PROBLEM TO SOLVE: Without the pictures, can you quote each line below exactly?

RECORDED DATA below:

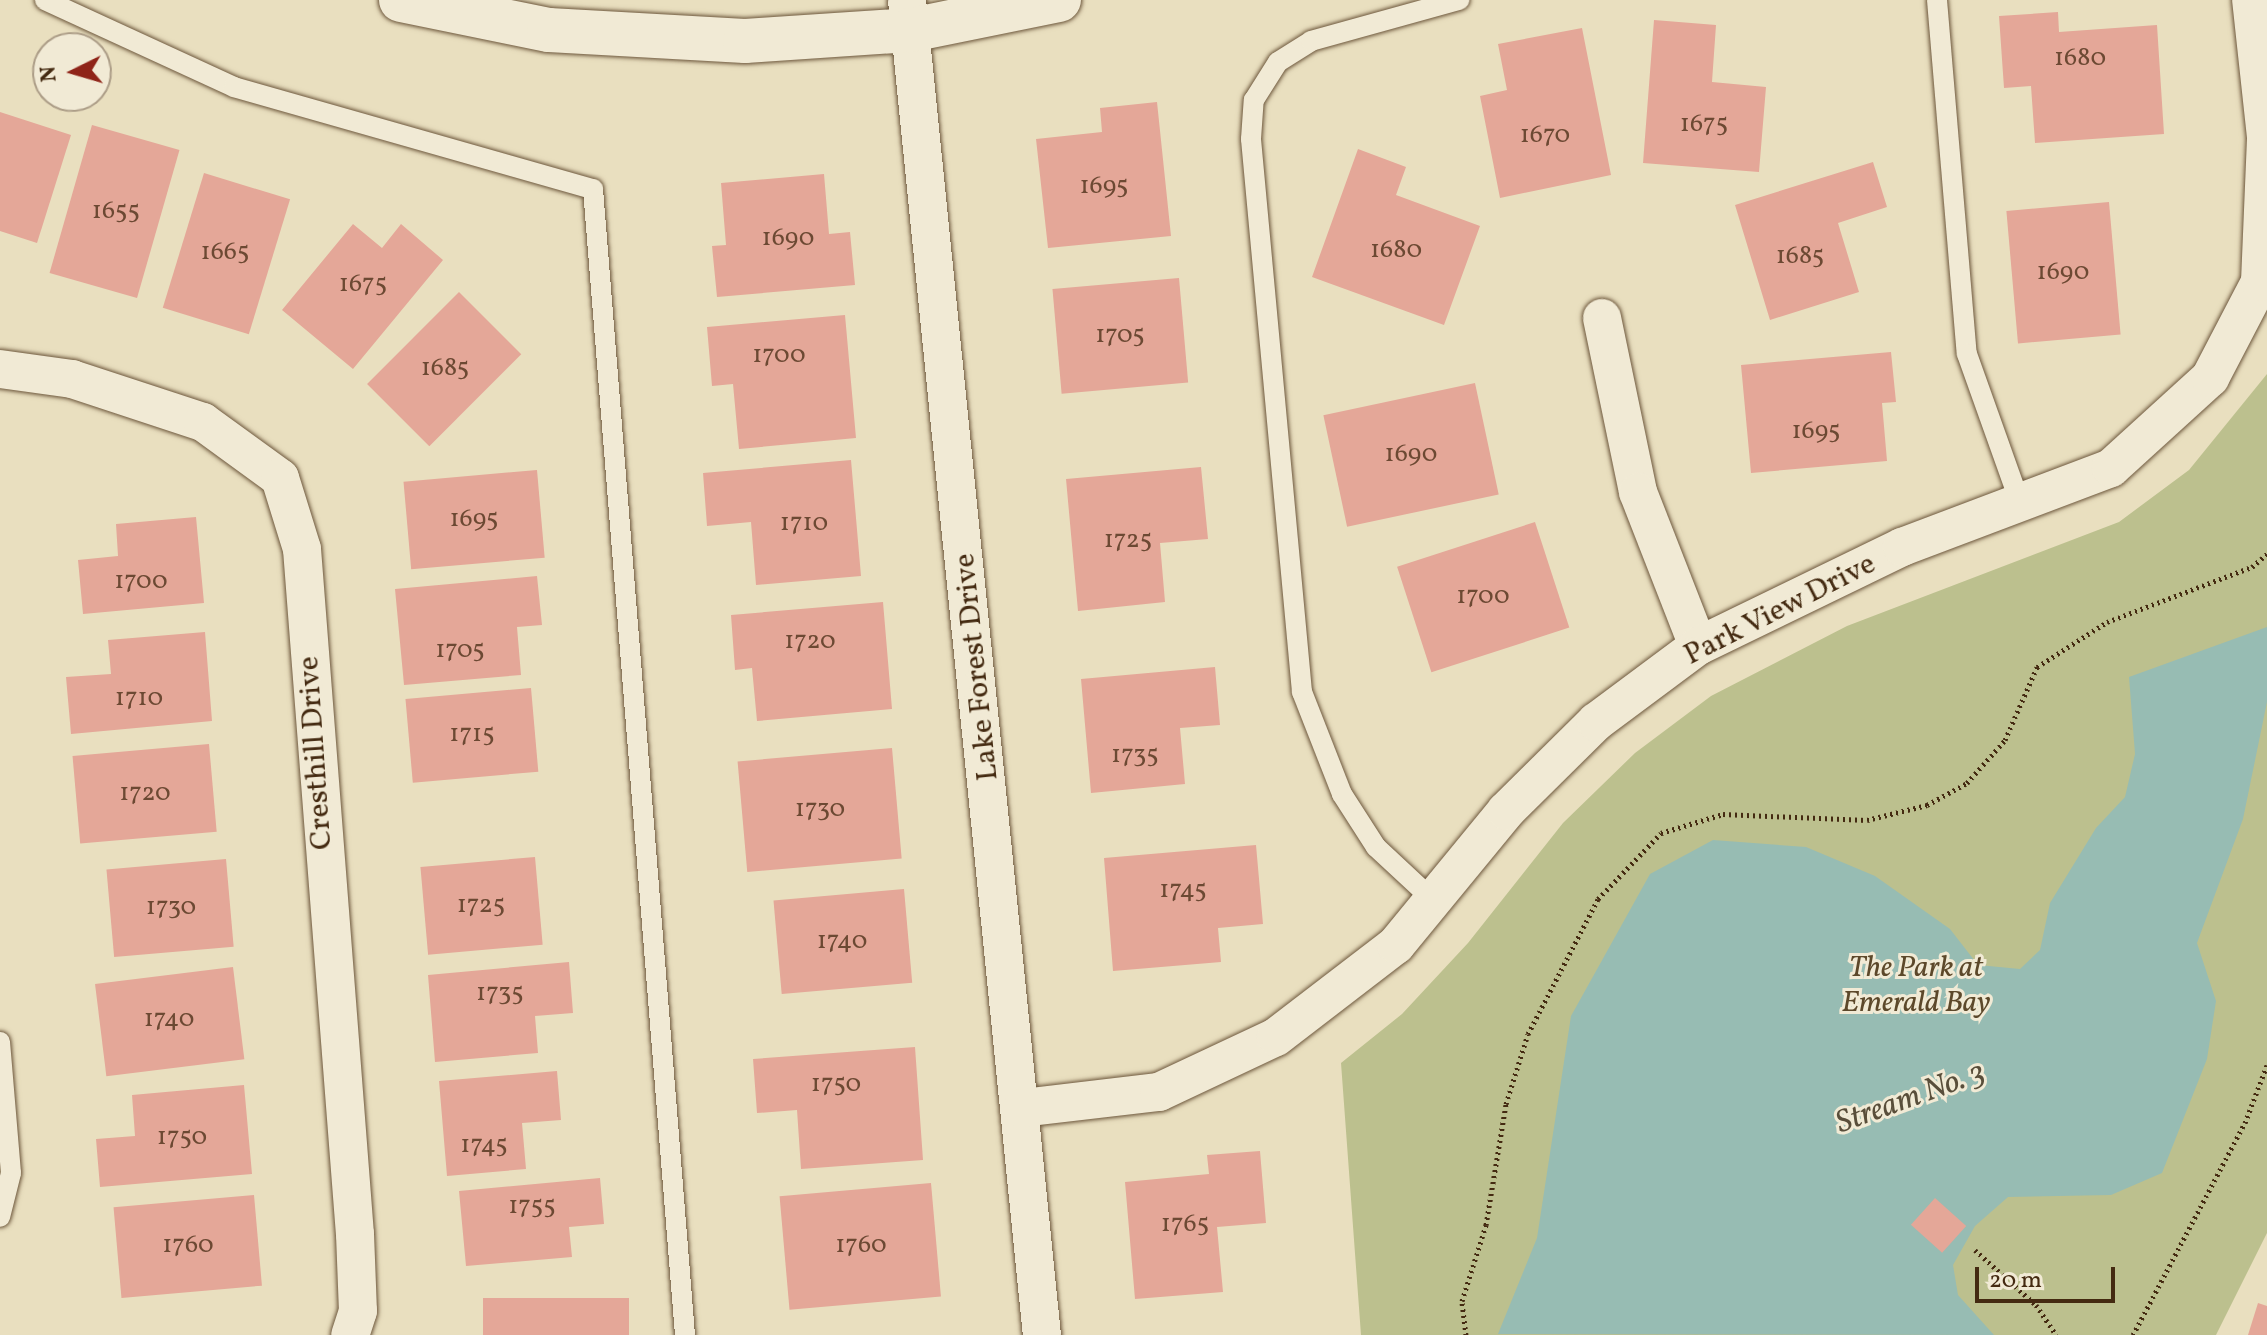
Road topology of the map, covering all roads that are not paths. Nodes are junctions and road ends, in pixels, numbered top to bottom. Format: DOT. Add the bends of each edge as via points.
graph roads {
  1 [pos="45,0"];
  2 [pos="401,0"];
  3 [pos="1059,0"];
  4 [pos="1459,0"];
  5 [pos="1937,0"];
  6 [pos="2251,0"];
  7 [pos="909,15"];
  8 [pos="1602,318"];
  9 [pos="0,369"];
  10 [pos="2020,503"];
  11 [pos="1698,646"];
  12 [pos="1433,900"];
  13 [pos="0,1042"];
  14 [pos="1022,1108"];
  15 [pos="0,1217"];
  16 [pos="350,1335"];
  17 [pos="685,1335"];
  18 [pos="1042,1335"];
  1 -- 17 [label="lane" via="234,87 593,189"];
  2 -- 7 [label="main road" via="490,20 607,36 782,40"];
  3 -- 7 [label="main road"];
  4 -- 12 [label="lane" via="1311,41 1278,62 1254,100 1251,139 1302,692 1320,751 1342,794 1376,847"];
  5 -- 10 [label="lane" via="1967,354"];
  6 -- 10 [label="street, Park View Drive" via="2266,137 2260,282 2210,378 2111,468"];
  7 -- 14 [label="street, Lake Forest Drive"];
  8 -- 11 [label="street" via="1638,492"];
  9 -- 16 [label="street, Cresthill Drive" via="72,379 203,422 280,478 302,549 355,1234 358,1311"];
  10 -- 11 [label="street, Park View Drive" via="1902,547"];
  11 -- 12 [label="street, Park View Drive" via="1596,722 1506,811"];
  12 -- 14 [label="street, Park View Drive" via="1396,945 1276,1037 1159,1092"];
  13 -- 15 [label="lane" via="11,1173"];
  14 -- 18 [label="street, Lake Forest Drive"];
}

End of RECORDED DATA.

OUTPUT OF THE TASK:
Road topology of the map, covering all roads that are not paths. Nodes are junctions and road ends, in pixels, numbered top to bottom. Format: DOT. Add the bends of each edge as via points.
graph roads {
  1 [pos="45,0"];
  2 [pos="401,0"];
  3 [pos="1059,0"];
  4 [pos="1459,0"];
  5 [pos="1937,0"];
  6 [pos="2251,0"];
  7 [pos="909,15"];
  8 [pos="1602,318"];
  9 [pos="0,369"];
  10 [pos="2020,503"];
  11 [pos="1698,646"];
  12 [pos="1433,900"];
  13 [pos="0,1042"];
  14 [pos="1022,1108"];
  15 [pos="0,1217"];
  16 [pos="350,1335"];
  17 [pos="685,1335"];
  18 [pos="1042,1335"];
  1 -- 17 [label="lane" via="234,87 593,189"];
  2 -- 7 [label="main road" via="490,20 607,36 782,40"];
  3 -- 7 [label="main road"];
  4 -- 12 [label="lane" via="1311,41 1278,62 1254,100 1251,139 1302,692 1320,751 1342,794 1376,847"];
  5 -- 10 [label="lane" via="1967,354"];
  6 -- 10 [label="street, Park View Drive" via="2266,137 2260,282 2210,378 2111,468"];
  7 -- 14 [label="street, Lake Forest Drive"];
  8 -- 11 [label="street" via="1638,492"];
  9 -- 16 [label="street, Cresthill Drive" via="72,379 203,422 280,478 302,549 355,1234 358,1311"];
  10 -- 11 [label="street, Park View Drive" via="1902,547"];
  11 -- 12 [label="street, Park View Drive" via="1596,722 1506,811"];
  12 -- 14 [label="street, Park View Drive" via="1396,945 1276,1037 1159,1092"];
  13 -- 15 [label="lane" via="11,1173"];
  14 -- 18 [label="street, Lake Forest Drive"];
}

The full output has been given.